I haven’t  found my one and only Dancer yet, maybe because I like all the dancers with whom I work. My aim is to give more value to my local reality, distinguish  the talents that I have close to me working with the schools and collectives of my Ragusa region. The ideal location for me is every ancient Sicilian theatre and there are many of them where I live and work. They are beautiful, each one is different and makes a perfect frame for a dancer.

Esiste il ballerino oppure la ballerina dei Suoi sogni, con chi vorrebbe collaborare di più? Il luogo dove Le piacerebbe fare shooting fotografico?

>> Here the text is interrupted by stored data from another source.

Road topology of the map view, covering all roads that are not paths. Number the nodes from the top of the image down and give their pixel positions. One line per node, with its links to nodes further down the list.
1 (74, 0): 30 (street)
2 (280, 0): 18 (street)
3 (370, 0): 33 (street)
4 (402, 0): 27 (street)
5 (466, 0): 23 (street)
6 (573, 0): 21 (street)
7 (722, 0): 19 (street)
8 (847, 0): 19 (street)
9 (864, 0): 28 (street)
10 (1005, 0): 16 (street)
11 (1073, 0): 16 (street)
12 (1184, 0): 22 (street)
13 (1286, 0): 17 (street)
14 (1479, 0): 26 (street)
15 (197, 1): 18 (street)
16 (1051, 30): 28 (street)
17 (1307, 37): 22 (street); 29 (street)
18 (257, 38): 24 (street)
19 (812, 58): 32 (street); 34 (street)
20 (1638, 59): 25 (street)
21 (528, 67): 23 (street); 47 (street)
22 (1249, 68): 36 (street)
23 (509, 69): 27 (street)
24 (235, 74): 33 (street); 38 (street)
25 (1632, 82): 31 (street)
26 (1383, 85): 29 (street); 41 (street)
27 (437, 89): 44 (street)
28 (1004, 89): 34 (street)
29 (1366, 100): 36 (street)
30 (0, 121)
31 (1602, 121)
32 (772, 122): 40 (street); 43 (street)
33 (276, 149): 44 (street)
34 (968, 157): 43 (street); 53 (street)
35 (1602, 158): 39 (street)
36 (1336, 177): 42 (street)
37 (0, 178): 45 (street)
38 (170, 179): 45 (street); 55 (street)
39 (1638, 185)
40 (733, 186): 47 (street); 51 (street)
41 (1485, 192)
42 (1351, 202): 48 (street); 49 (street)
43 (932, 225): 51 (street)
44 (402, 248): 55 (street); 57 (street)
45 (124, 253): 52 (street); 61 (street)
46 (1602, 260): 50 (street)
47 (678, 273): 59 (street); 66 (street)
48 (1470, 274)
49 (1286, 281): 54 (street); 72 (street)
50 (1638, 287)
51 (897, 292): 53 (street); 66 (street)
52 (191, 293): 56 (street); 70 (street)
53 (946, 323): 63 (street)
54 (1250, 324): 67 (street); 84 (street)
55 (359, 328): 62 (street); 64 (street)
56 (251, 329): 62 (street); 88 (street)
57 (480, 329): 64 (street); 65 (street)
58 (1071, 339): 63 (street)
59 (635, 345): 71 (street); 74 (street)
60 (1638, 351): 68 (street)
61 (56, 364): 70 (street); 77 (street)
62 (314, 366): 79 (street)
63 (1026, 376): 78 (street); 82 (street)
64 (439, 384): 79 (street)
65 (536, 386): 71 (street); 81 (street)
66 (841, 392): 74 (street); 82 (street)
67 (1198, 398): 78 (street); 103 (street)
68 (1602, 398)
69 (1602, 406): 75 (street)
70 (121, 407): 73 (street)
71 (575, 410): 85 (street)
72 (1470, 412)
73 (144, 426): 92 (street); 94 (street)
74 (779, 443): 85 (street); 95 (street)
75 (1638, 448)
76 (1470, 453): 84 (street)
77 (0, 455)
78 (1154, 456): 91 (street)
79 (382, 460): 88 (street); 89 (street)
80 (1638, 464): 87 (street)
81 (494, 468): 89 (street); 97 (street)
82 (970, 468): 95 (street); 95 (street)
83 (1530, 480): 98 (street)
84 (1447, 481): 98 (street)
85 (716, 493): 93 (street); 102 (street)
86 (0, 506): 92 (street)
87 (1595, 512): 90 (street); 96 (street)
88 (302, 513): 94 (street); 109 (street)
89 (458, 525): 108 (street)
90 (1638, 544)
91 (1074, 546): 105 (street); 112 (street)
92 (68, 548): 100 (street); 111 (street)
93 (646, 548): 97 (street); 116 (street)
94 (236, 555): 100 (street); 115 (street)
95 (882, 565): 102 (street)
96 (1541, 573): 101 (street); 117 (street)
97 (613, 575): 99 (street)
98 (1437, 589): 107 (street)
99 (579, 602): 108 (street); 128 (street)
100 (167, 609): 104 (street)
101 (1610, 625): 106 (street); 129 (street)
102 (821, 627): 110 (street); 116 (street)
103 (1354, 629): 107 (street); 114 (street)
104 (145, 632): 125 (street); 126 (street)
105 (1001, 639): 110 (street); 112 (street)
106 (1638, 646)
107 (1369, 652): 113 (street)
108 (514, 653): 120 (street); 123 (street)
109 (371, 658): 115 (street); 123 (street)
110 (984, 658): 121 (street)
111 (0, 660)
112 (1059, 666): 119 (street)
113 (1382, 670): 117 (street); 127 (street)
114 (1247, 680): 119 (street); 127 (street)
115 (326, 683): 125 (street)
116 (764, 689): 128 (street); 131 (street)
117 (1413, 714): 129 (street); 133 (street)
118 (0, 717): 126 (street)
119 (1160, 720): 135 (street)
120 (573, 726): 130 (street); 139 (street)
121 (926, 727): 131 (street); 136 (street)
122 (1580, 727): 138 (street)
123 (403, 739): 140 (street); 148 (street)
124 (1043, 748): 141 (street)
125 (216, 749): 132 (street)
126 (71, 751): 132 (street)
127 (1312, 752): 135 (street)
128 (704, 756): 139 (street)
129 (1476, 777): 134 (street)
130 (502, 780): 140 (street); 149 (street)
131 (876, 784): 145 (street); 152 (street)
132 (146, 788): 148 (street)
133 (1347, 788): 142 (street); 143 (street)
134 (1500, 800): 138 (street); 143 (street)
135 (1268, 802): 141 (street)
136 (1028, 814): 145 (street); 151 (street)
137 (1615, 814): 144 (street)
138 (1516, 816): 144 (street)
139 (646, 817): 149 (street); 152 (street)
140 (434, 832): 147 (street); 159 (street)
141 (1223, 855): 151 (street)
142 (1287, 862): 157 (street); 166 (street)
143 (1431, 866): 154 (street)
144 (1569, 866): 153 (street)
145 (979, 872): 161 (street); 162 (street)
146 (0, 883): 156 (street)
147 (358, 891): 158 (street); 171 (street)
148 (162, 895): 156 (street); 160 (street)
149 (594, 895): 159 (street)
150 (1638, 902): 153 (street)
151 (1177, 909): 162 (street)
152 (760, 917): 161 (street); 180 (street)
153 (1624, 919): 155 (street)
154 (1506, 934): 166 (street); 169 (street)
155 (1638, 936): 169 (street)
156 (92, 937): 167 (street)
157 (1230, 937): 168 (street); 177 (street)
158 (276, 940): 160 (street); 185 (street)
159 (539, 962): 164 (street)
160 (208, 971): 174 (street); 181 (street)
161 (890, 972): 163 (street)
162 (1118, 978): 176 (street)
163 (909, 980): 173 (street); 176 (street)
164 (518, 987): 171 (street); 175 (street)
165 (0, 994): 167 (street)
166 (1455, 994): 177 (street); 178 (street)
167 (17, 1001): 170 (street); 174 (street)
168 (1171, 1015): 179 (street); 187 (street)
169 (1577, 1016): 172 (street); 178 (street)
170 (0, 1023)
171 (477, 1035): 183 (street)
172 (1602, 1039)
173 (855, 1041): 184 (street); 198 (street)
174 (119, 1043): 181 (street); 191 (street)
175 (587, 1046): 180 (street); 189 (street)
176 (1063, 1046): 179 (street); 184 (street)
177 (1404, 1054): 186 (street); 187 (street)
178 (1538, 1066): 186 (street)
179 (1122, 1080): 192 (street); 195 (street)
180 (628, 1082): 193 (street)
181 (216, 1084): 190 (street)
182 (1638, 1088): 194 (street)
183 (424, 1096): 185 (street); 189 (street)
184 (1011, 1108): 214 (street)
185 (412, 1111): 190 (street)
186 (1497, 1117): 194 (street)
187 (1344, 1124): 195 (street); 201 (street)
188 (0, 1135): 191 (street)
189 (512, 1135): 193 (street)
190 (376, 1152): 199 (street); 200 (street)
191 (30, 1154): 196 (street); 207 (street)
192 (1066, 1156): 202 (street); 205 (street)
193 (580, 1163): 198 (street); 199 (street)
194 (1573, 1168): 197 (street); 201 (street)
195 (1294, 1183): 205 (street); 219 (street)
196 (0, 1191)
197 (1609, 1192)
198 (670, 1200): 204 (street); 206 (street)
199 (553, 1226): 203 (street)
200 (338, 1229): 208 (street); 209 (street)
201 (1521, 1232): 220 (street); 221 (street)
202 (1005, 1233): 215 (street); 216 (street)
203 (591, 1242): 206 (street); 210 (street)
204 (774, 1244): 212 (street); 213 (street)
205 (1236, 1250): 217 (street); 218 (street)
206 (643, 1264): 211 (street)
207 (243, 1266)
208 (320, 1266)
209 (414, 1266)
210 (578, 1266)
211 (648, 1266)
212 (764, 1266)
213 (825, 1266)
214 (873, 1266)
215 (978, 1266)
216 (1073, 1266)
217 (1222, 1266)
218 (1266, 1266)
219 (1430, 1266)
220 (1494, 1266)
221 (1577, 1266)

Sono alla ricerca del ballerino o ballerina dei miei sogni (anche perché mi piacciono tutti) ed allo stesso tempo vorrei valorizzare i talenti della mia realtà locale fotografandoli con uno stile consono alla loro particolarità artistica come un pittore dipinge la sua tela, perciò mi piacerebbe collaborare con tutte le scuole della mia provincia (Ragusa). Il luogo dove vorrei fare shooting è in tutti i teatri antichi siciliani nella mia zona ne esistono parecchi e tutti particolari ad un ballerino o ballerina farebbero da cornice.
Where do you find your inspiration?

My wife is a pianist and I am inspired by the notes that she plays.

Dove Lei trova la Sua ispirazione?

Nelle splendide note eseguite da mia moglie (ho sposato una pianista).
What is Dance for you?

It’s a Feeling that goes to the soul through the music and movements of the dancers….Emotion. When I see a great ballerina who doesn’t bring emotions, she remains just another great ballerina. But if a dancer succeeds in giving movement and sentiment to the music, what she does  becomes the Dance.

Cos’è Danza per Lei?

Sentimento che giunge dritto all’anima attraversando la musica per mezzo dei movimenti dei danzatori. Emozione. Se vedo una ballerina brava ma non mi emoziona rimane una brava ballerina e basta ma se riesce a dare un sentimento alla musica o un movimento alla musica allora quella è Danza.

 

Who do you consider the best dance photographer?

I would say there are many very good dance photographers, everyone with his own style. Lately, an Italian photographer Luigi Abbondanza has been creating astonishing things  on the theme of water reflections and  you can see his more traditional dance images that are very interesting as well.

Esiste un fotografo chi Lei considera il migliore in questo campo?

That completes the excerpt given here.